PSBs down, pvt banks set for comeback: Bernstein – Image for illustrative purposes only (Image credits: Unsplash)
Private sector banks have already pulled ahead of their public sector peers by 15 percent since May 2024. That performance gap has caught the attention of analysts at Sanford C. Bernstein, who now see the advantage widening further in the months ahead. The shift comes as public sector banks face tighter limits on lending while private players maintain stronger deposit momentum and more attractive valuations.
Loan Growth Reversal Takes Hold
Public sector banks posted faster loan expansion than private banks in the most recent full financial year, marking the first such outperformance in 14 years. Yet Bernstein analysts expect that trend to reverse quickly. Public sector lenders have largely used up their excess liquidity buffers, leaving future growth dependent on slower deposit inflows that trail those of private competitors.
Private banks, by contrast, continue to attract deposits at a steadier pace. This structural edge allows them to sustain higher lending volumes without the same funding constraints. The result, according to the firm, is a widening gap in loan growth that favors the private sector over the next 12 to 18 months.
Valuations and Returns Favor Private Players
Both segments deliver comparable returns on equity, but private banks trade at lower multiples. Bernstein highlights this combination of similar profitability with cheaper entry points as a key reason to favor the private group. Investors have already begun rotating back into these names, reinforcing the momentum.
Public sector banks, meanwhile, carry higher valuations relative to their growth outlook. The firm notes that this premium leaves less room for upside once deposit pressures intensify and liquidity advantages fade.

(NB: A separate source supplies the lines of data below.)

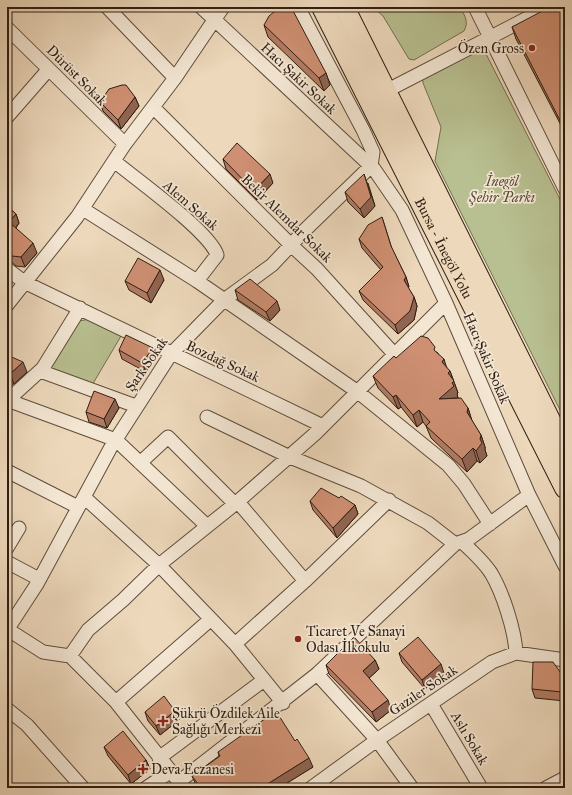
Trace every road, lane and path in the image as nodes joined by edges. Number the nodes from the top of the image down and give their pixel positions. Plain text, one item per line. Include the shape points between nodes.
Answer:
1 (106, 7) edge
2 (201, 7) edge
3 (223, 7) edge
4 (298, 7) edge
5 (322, 7) edge
6 (344, 7) edge
7 (475, 7) edge
8 (549, 7) edge
9 (214, 20) junction
10 (7, 28) edge
11 (491, 37) junction
12 (48, 70) junction
13 (175, 78) junction
14 (386, 91) junction
15 (153, 107) junction
16 (7, 117) edge
17 (124, 144) junction
18 (114, 161) junction
19 (371, 166) junction
20 (565, 189) edge
21 (83, 209) junction
22 (291, 245) junction
23 (7, 269) edge
24 (197, 281) junction
25 (24, 282) junction
26 (224, 300) junction
27 (446, 303) junction
28 (7, 305) edge
29 (80, 308) junction
30 (171, 354) junction
31 (395, 355) junction
32 (40, 371) junction
33 (358, 392) junction
34 (7, 400) edge
35 (136, 406) junction
36 (207, 417) dead end
37 (324, 426) junction
38 (116, 440) junction
39 (565, 450) edge
40 (290, 457) junction
41 (140, 463) junction
42 (7, 471) edge
43 (565, 488) edge
44 (529, 495) junction
45 (389, 500) junction
46 (81, 502) junction
47 (236, 503) junction
48 (490, 524) junction
49 (207, 526) junction
50 (19, 528) dead end
51 (458, 543) junction
52 (7, 548) edge
53 (7, 562) edge
54 (159, 565) junction
55 (565, 566) edge
56 (40, 580) junction
57 (305, 581) junction
58 (11, 615) edge
59 (211, 619) junction
60 (7, 630) edge
61 (235, 644) junction
62 (516, 653) junction
63 (70, 656) junction
64 (565, 660) edge
65 (317, 674) junction
66 (264, 680) junction
67 (116, 702) junction
68 (283, 703) junction
69 (431, 704) junction
70 (7, 709) edge
71 (377, 740) junction
72 (159, 758) junction
73 (171, 771) junction
74 (565, 778) edge
75 (182, 785) edge
76 (318, 786) edge
77 (83, 788) edge
78 (146, 788) edge
79 (412, 788) edge
80 (482, 788) edge
81 (546, 788) edge

1 - 13 street
2 - 9 street, Hacı Şakir Sokak
3 - 9 street
4 - 19 street via 363,130 373,152
5 - 43 highway, Bursa - İnegöl Yolu
6 - 14 highway, Bursa - İnegöl Yolu
7 - 11 street
8 - 11 street
9 - 13 street
9 - 19 street, Hacı Şakir Sokak
10 - 12 street, Dürüst Sokak
11 - 14 street
11 - 20 street
12 - 16 street
12 - 17 street, Dürüst Sokak
13 - 15 street
14 - 39 highway, Bursa - İnegöl Yolu
15 - 17 street
15 - 22 street, Bekir Alemdar Sokak
17 - 18 street
18 - 21 street
18 - 24 street, Alem Sokak via 187,220 215,247 217,254
19 - 22 street, Şark Sokak
19 - 27 street, Hacı Şakir Sokak via 402,210
21 - 24 street
21 - 25 street
22 - 26 street, Şark Sokak via 272,265
22 - 31 street, Bekir Alemdar Sokak via 317,268
23 - 25 street, Bozdağ Sokak
24 - 26 street
25 - 28 street
25 - 29 street, Bozdağ Sokak
26 - 30 street, Şark Sokak
26 - 33 street
27 - 31 street
27 - 44 street, Hacı Şakir Sokak
29 - 30 street, Bozdağ Sokak
29 - 32 street
30 - 35 street, Şark Sokak
30 - 37 street, Bozdağ Sokak
31 - 33 street
32 - 34 street
32 - 35 street
33 - 37 street
33 - 48 street via 448,465 464,484
34 - 38 street
35 - 38 street, Şark Sokak
36 - 40 street
37 - 40 street
38 - 41 street
38 - 46 street, Şark Sokak
40 - 45 street
40 - 47 street
41 - 47 street via 168,437
41 - 49 street
42 - 46 street
44 - 48 street
44 - 55 street, Hacı Şakir Sokak
45 - 51 street
45 - 57 street
46 - 54 street
46 - 56 street, Şark Sokak
47 - 49 street
47 - 57 street
48 - 51 street via 469,539
49 - 54 street
50 - 52 street
51 - 62 street via 478,556 492,574 515,640
51 - 65 street
53 - 56 street
54 - 59 street
54 - 63 street via 88,630
56 - 58 street, Şark Sokak
57 - 61 street
58 - 60 street, Şark Sokak
59 - 61 street
59 - 67 street
60 - 63 street via 42,652
61 - 66 street
62 - 64 street, Gaziler Sokak
62 - 69 street, Gaziler Sokak via 492,662
63 - 67 street
65 - 68 street
65 - 71 street
66 - 68 street
66 - 72 street
67 - 72 street
68 - 75 street
69 - 71 street, Gaziler Sokak
69 - 80 street, Aslı Sokak
70 - 77 street via 27,725
71 - 76 street, Gaziler Sokak
71 - 79 street
72 - 73 street
73 - 75 street
73 - 78 street
74 - 81 street

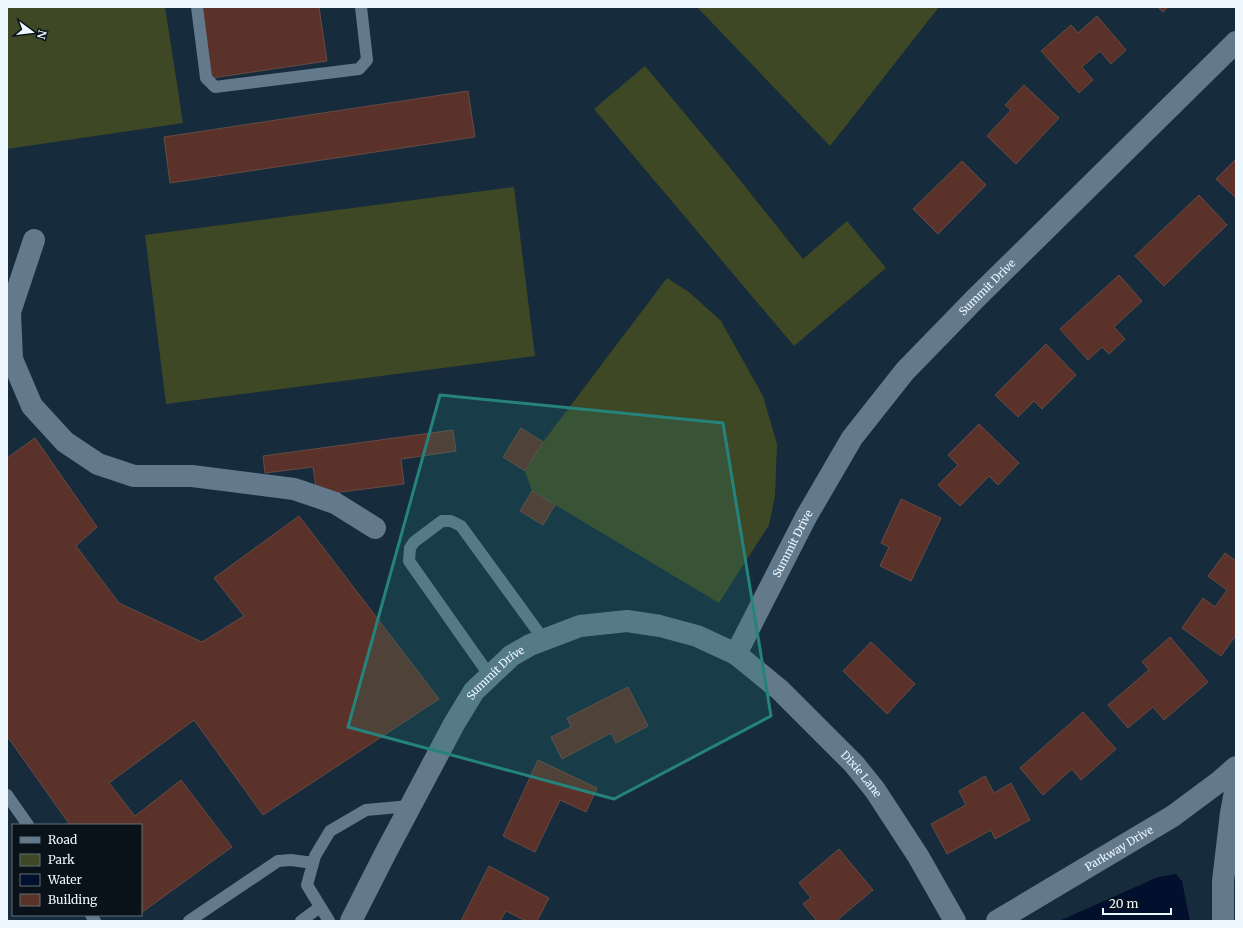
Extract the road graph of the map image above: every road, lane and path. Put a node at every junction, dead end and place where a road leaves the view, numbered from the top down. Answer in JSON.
{"nodes":[{"id":1,"x":198,"y":7,"type":"edge"},
{"id":2,"x":361,"y":7,"type":"edge"},
{"id":3,"x":1236,"y":42,"type":"edge"},
{"id":4,"x":34,"y":240,"type":"dead end"},
{"id":5,"x":375,"y":528,"type":"dead end"},
{"id":6,"x":544,"y":640,"type":"junction"},
{"id":7,"x":736,"y":654,"type":"junction"},
{"id":8,"x":490,"y":676,"type":"junction"},
{"id":9,"x":1236,"y":766,"type":"edge"},
{"id":10,"x":1236,"y":786,"type":"edge"},
{"id":11,"x":7,"y":795,"type":"edge"},
{"id":12,"x":410,"y":806,"type":"junction"},
{"id":13,"x":27,"y":824,"type":"edge"},
{"id":14,"x":313,"y":863,"type":"junction"},
{"id":15,"x":320,"y":907,"type":"junction"},
{"id":16,"x":190,"y":921,"type":"edge"},
{"id":17,"x":301,"y":921,"type":"edge"},
{"id":18,"x":329,"y":921,"type":"edge"},
{"id":19,"x":351,"y":921,"type":"edge"},
{"id":20,"x":955,"y":921,"type":"edge"},
{"id":21,"x":997,"y":921,"type":"edge"},
{"id":22,"x":1223,"y":921,"type":"edge"}],
"edges":[{"from":1,"to":2,"type":"lane"},
{"from":3,"to":7,"type":"street","name":"Summit Drive"},
{"from":4,"to":5,"type":"street"},
{"from":6,"to":7,"type":"street","name":"Summit Drive"},
{"from":6,"to":8,"type":"street","name":"Summit Drive"},
{"from":6,"to":8,"type":"lane"},
{"from":7,"to":20,"type":"street","name":"Dixie Lane"},
{"from":8,"to":12,"type":"street","name":"Summit Drive"},
{"from":9,"to":21,"type":"street","name":"Parkway Drive"},
{"from":10,"to":22,"type":"street"},
{"from":11,"to":13,"type":"lane"},
{"from":12,"to":14,"type":"lane"},
{"from":12,"to":19,"type":"street","name":"Summit Drive"},
{"from":14,"to":15,"type":"lane"},
{"from":14,"to":16,"type":"lane"},
{"from":15,"to":17,"type":"lane"},
{"from":15,"to":18,"type":"lane"}]}
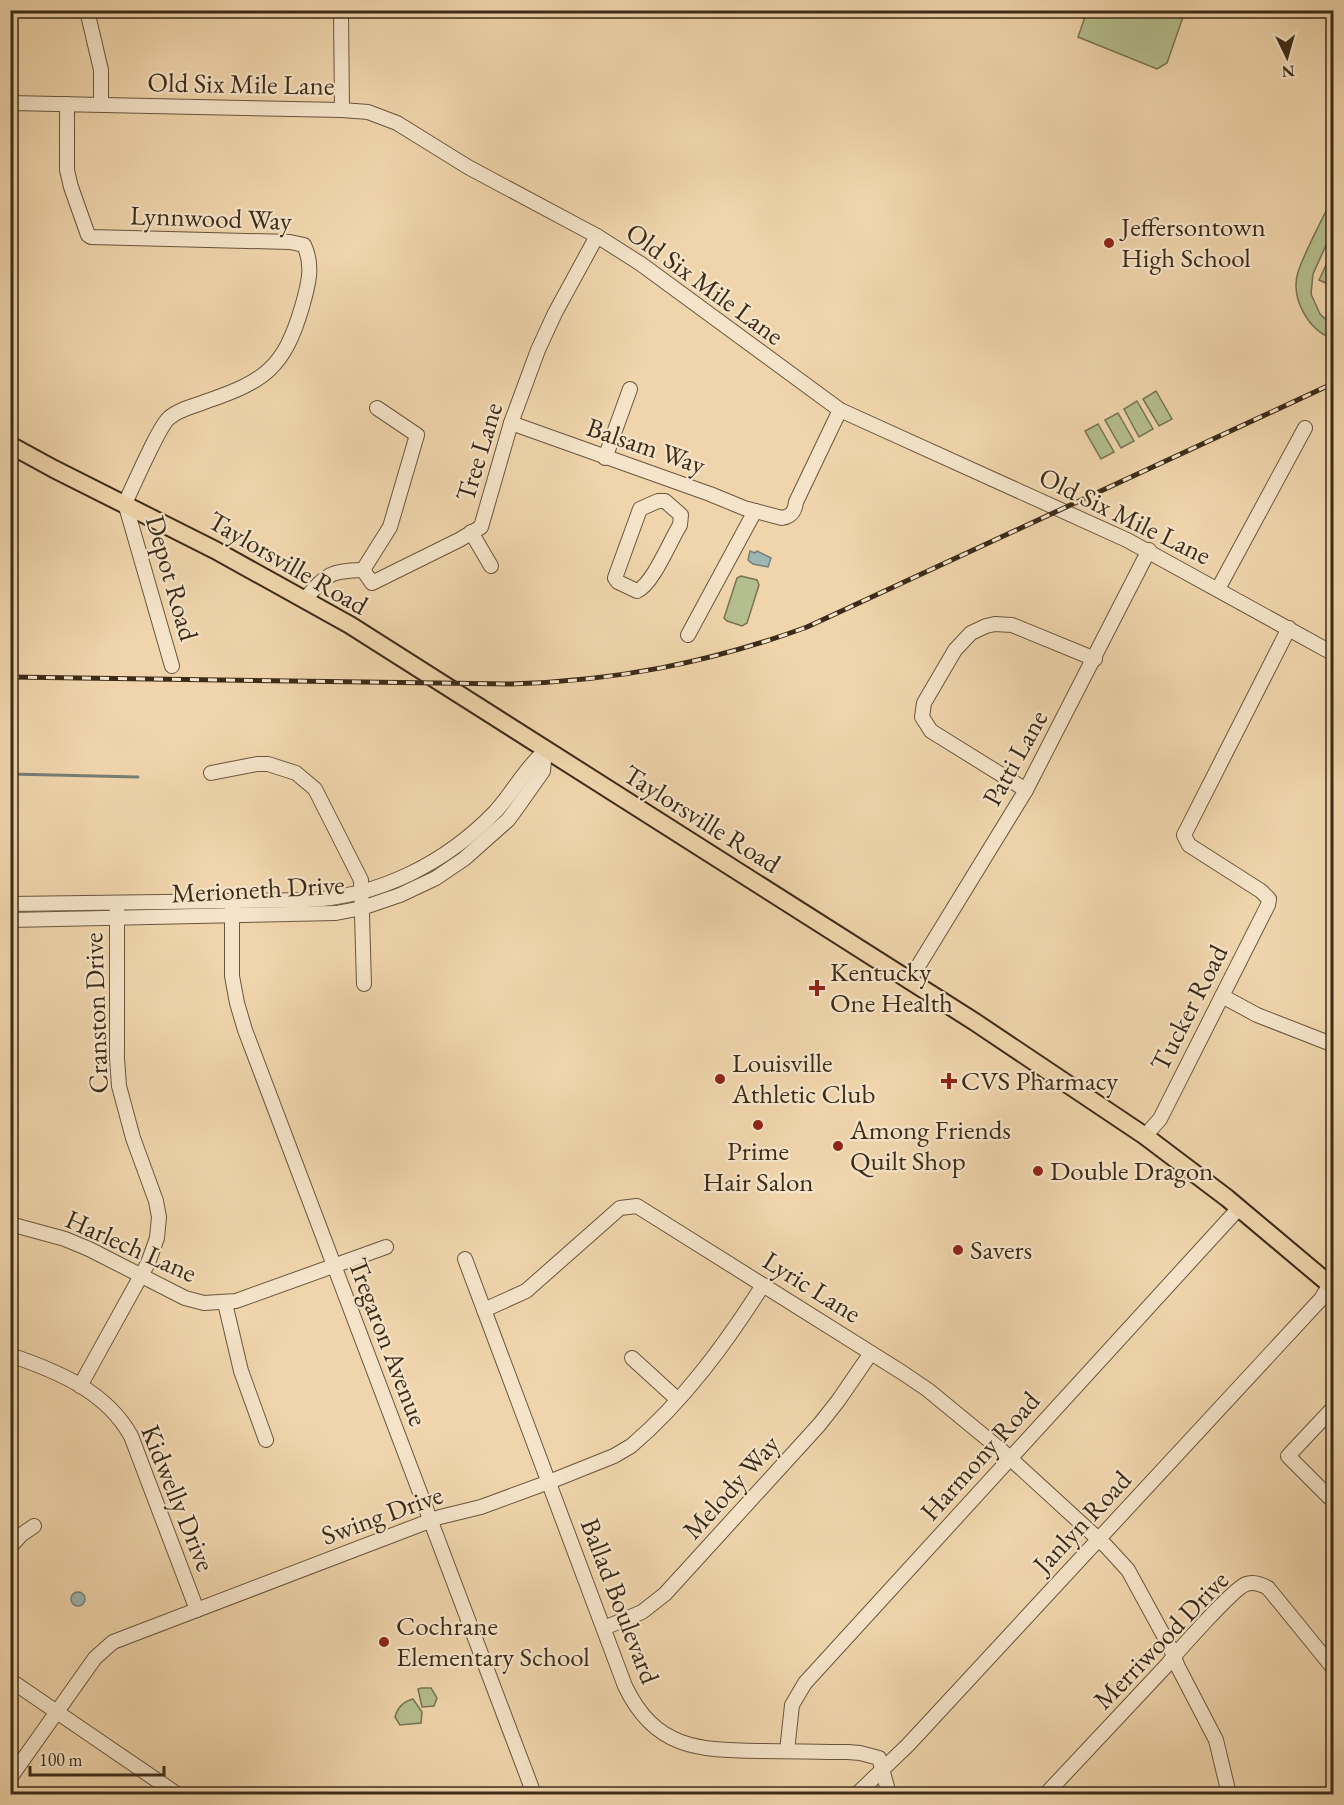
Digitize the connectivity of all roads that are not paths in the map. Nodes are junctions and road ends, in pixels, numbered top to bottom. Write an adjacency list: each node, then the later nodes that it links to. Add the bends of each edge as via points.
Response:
1 (89, 10): 5 (street, via 101,70)
2 (341, 10): 6 (street)
3 (10, 103): 4 (street, Old Six Mile Lane)
4 (67, 104): 5 (street, Old Six Mile Lane); 17 (street, Lynnwood Way, via 68,179 91,237 290,242 304,245 308,259 309,285 292,340 280,359 249,385 169,418)
5 (101, 104): 6 (street, Old Six Mile Lane)
6 (342, 110): 7 (street, Old Six Mile Lane, via 368,112 397,123 468,167)
7 (597, 236): 10 (street, Old Six Mile Lane); 11 (street, Tree Lane, via 538,350)
8 (630, 389): 14 (street)
9 (377, 408): 22 (street, via 417,435 390,527)
10 (840, 410): 18 (street, via 792,514 782,518); 20 (street, Old Six Mile Lane)
11 (511, 423): 14 (street, Balsam Way); 19 (street, Tree Lane, via 481,527)
12 (1305, 428): 23 (street)
13 (10, 445): 17 (main road, Taylorsville Road)
14 (605, 458): 15 (street, Balsam Way)
15 (671, 481): 16 (street); 18 (street, Balsam Way)
16 (665, 501): 16 (street, via 640,509 615,578 637,591 643,588 680,525 681,515)
17 (125, 503): 24 (main road, Taylorsville Road); 29 (street, Depot Road)
18 (760, 512): 26 (street)
19 (471, 532): 21 (street); 22 (street, Tree Lane, via 372,584)
20 (1149, 550): 23 (street, Old Six Mile Lane); 28 (street, Patti Lane)
21 (491, 566)
22 (363, 570): 24 (street, Tree Lane, via 335,571)
23 (1218, 589): 25 (street, Old Six Mile Lane)
24 (304, 599): 30 (main road, Taylorsville Road)
25 (1289, 628): 27 (street, Old Six Mile Lane); 43 (street, Tucker Road, via 1184,835 1189,845 1269,899)
26 (688, 635)
27 (1334, 654)
28 (1095, 659): 32 (street, Patti Lane); 32 (street, via 1012,625 986,626 971,633 955,650 924,704 922,717 931,731)
29 (172, 666)
30 (545, 751): 33 (street, via 505,801 462,842 412,873); 37 (street, Merioneth Drive, via 543,771 512,814 464,859 436,878); 41 (main road, Taylorsville Road)
31 (211, 773): 33 (street, via 267,764 303,777 315,789 330,817 361,880)
32 (1026, 790): 41 (street, Patti Lane)
33 (362, 893): 34 (street, via 332,899); 37 (street)
34 (231, 900): 35 (street); 38 (street, Tregaron Avenue)
35 (117, 902): 36 (street); 39 (street, Cranston Drive)
36 (10, 904)
37 (362, 908): 38 (street, Merioneth Drive, via 336,913); 42 (street)
38 (231, 916): 39 (street, Merioneth Drive); 50 (street, Tregaron Avenue, via 232,976 237,1003)
39 (117, 918): 40 (street, Merioneth Drive); 51 (street, Cranston Drive, via 119,1086 159,1217 155,1246)
40 (10, 920)
41 (909, 981): 45 (main road, Taylorsville Road)
42 (364, 984)
43 (1222, 996): 44 (street, via 1257,1015); 45 (street, Tucker Road, via 1160,1119)
44 (1334, 1046)
45 (1145, 1136): 46 (main road, Taylorsville Road)
46 (1239, 1208): 52 (main road, Taylorsville Road); 63 (street, Harmony Road)
47 (10, 1224): 51 (street, Harlech Lane, via 73,1242)
48 (386, 1247): 50 (street, Harlech Lane)
49 (465, 1259): 55 (street, Ballad Boulevard)
50 (334, 1266): 54 (street, Harlech Lane); 66 (street, Tregaron Avenue)
51 (142, 1275): 54 (street, Harlech Lane, via 194,1301); 59 (street, Cranston Drive)
52 (1332, 1283): 68 (street, Janlyn Road)
53 (763, 1285): 55 (street, Lyric Lane, via 642,1209 630,1206 615,1211 526,1291); 56 (street, Lyric Lane); 60 (street, Swing Drive, via 729,1338)
54 (225, 1303): 62 (street, via 241,1371)
55 (484, 1310): 64 (street, Ballad Boulevard)
56 (871, 1353): 63 (street, Lyric Lane, via 928,1390); 71 (street, Melody Way, via 819,1425 665,1594 642,1611)
57 (10, 1355): 59 (street, Kidwelly Drive)
58 (632, 1358): 60 (street)
59 (80, 1386): 70 (street, Kidwelly Drive, via 114,1411 131,1436)
60 (677, 1399): 64 (street, Swing Drive, via 631,1446)
61 (1334, 1407): 65 (street, via 1288,1456)
62 (267, 1440)
63 (1009, 1459): 68 (street, Lyric Lane); 76 (street, Harmony Road, via 805,1683 790,1713)
64 (549, 1482): 66 (street, Swing Drive); 71 (street, Ballad Boulevard)
65 (1334, 1502)
66 (430, 1521): 70 (street, Swing Drive); 80 (street, Tregaron Avenue)
67 (34, 1527): 69 (street)
68 (1099, 1540): 72 (street, Lyric Lane, via 1133,1578); 77 (street, Janlyn Road)
69 (10, 1547)
70 (197, 1610): 75 (street, Swing Drive, via 106,1646)
71 (604, 1628): 76 (street, Ballad Boulevard, via 632,1700 662,1732 706,1750)
72 (1174, 1657): 73 (street, Merriwood Drive, via 1241,1587 1252,1583 1263,1585 1274,1594); 83 (street, Merriwood Drive); 84 (street, Lyric Lane, via 1216,1740)
73 (1334, 1669)
74 (10, 1680): 75 (street)
75 (56, 1711): 78 (street, Swing Drive); 79 (street)
76 (787, 1751): 77 (street, Ballad Boulevard, via 860,1753 879,1758)
77 (883, 1770): 81 (street); 82 (street)
78 (10, 1779)
79 (177, 1794)
80 (534, 1794)
81 (857, 1794)
82 (889, 1794)
83 (1046, 1794)
84 (1229, 1794)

Broader Sector Implications
The preference extends beyond pure banks. Bernstein also sees limited appeal in non-banking financial companies at current levels, directing attention instead toward large private lenders such as HDFC Bank, ICICI Bank, and Axis Bank. These institutions benefit from diversified portfolios and stronger balance-sheet flexibility.
Asset quality remains stable across the sector, with no immediate signs of deterioration. Still, the firm cautions that public sector banks will need to navigate tighter funding conditions while private banks capitalize on renewed investor interest.
Outlook for Investors
“We think the public sector banks will underperform the private sector banks simply because their loan growth will now be constrained by their deposit growth,” Bernstein’s India financials head Pranav Gundlapalle has noted. That assessment points to a clear near-term tilt toward private banks.
Market participants watching the sector will likely monitor deposit trends and valuation spreads closely. The current setup suggests private banks hold the stronger hand for sustained outperformance.